And every now and then, when Rui forgets himself and laughs at something ridiculous, Hyun catches a glimpse of that kid again, buried beneath years of pressure.

A small smile after a successful rehearsal, or a laugh quickly hidden behind a hand.

The way Rui's eyes brighten whenever he gets carried away explaining choreography.

Tiny pieces of someone long forgotten.

And before Hyun realizes it, he wants to be the reason that smile comes back.


Necessity forces them together.

Long hours spent rehearsing. Stuffy media appearances where they are expected to smile for cameras and answer the same questions over and over again. Endless travel back and forth between competitions, judging events and coaching sessions. Teaching young dance groups at local dance schools and community centers as part of the charity initiative attached to the exhibition.

What begins as an obligation slowly turns into routine.

And routine turns into familiarity.

Suddenly they know each other's habits. Sleeping schedules. Favorite songs and coffee orders. The subtle signs that appear when either of them is reaching the limits of their patience.
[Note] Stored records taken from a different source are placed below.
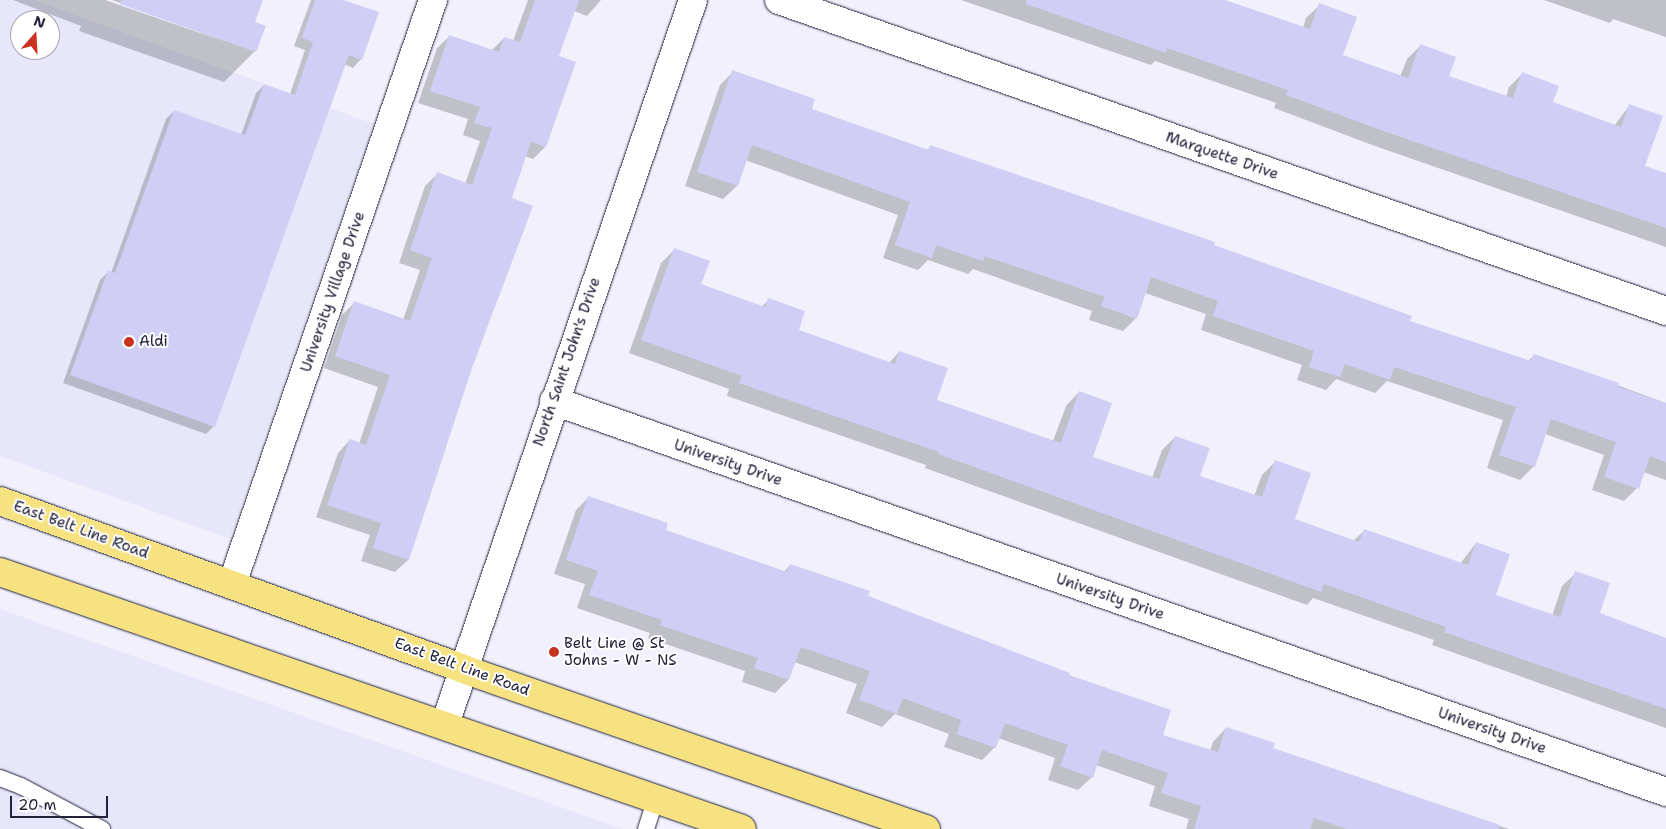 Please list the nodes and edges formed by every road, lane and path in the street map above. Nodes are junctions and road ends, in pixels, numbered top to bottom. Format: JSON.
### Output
{"nodes":[{"id":1,"x":434,"y":0,"type":"edge"},
{"id":2,"x":693,"y":0,"type":"edge"},
{"id":3,"x":779,"y":0,"type":"edge"},
{"id":4,"x":1666,"y":311,"type":"edge"},
{"id":5,"x":554,"y":401,"type":"junction"},
{"id":6,"x":0,"y":501,"type":"edge"},
{"id":7,"x":0,"y":572,"type":"edge"},
{"id":8,"x":232,"y":584,"type":"junction"},
{"id":9,"x":463,"y":668,"type":"junction"},
{"id":10,"x":445,"y":724,"type":"junction"},
{"id":11,"x":0,"y":778,"type":"edge"},
{"id":12,"x":1666,"y":792,"type":"edge"},
{"id":13,"x":656,"y":799,"type":"junction"},
{"id":14,"x":102,"y":829,"type":"edge"},
{"id":15,"x":646,"y":829,"type":"edge"},
{"id":16,"x":742,"y":829,"type":"edge"},
{"id":17,"x":926,"y":829,"type":"edge"}],
"edges":[{"from":1,"to":8,"type":"street","name":"University Village Drive"},
{"from":2,"to":5,"type":"street","name":"North Saint John's Drive"},
{"from":3,"to":4,"type":"street","name":"Marquette Drive"},
{"from":5,"to":9,"type":"street","name":"North Saint John's Drive"},
{"from":5,"to":12,"type":"street","name":"University Drive"},
{"from":6,"to":8,"type":"main road","name":"East Belt Line Road"},
{"from":7,"to":10,"type":"main road"},
{"from":8,"to":9,"type":"main road","name":"East Belt Line Road"},
{"from":9,"to":10,"type":"street","name":"North Saint John's Drive"},
{"from":9,"to":17,"type":"main road","name":"East Belt Line Road"},
{"from":10,"to":13,"type":"main road"},
{"from":11,"to":14,"type":"lane"},
{"from":13,"to":15,"type":"lane"},
{"from":13,"to":16,"type":"main road"}]}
The line between partner and something else starts to blur without either of them noticing.

Or perhaps they notice and simply choose to ignore it.


One evening Rui falls asleep in a practice room surrounded by notebooks, competition footage and scribbled choreography corrections.

When he wakes up, there is a blanket draped over his shoulders and a fresh coffee waiting beside him.

Across the room, Hyun is stretching in front of the mirror, pretending not to watch for Rui's reaction.

Rui says nothing. But the slight raise of his lips, an almost-smile gone before it can fully form, makes Hyun's heart skip a beat.


Another exhausting rehearsal ends with Hyun visibly wincing after an awkward step during a lift. He attempts to push through it. Too stubborn to stop and far too proud to ask for help.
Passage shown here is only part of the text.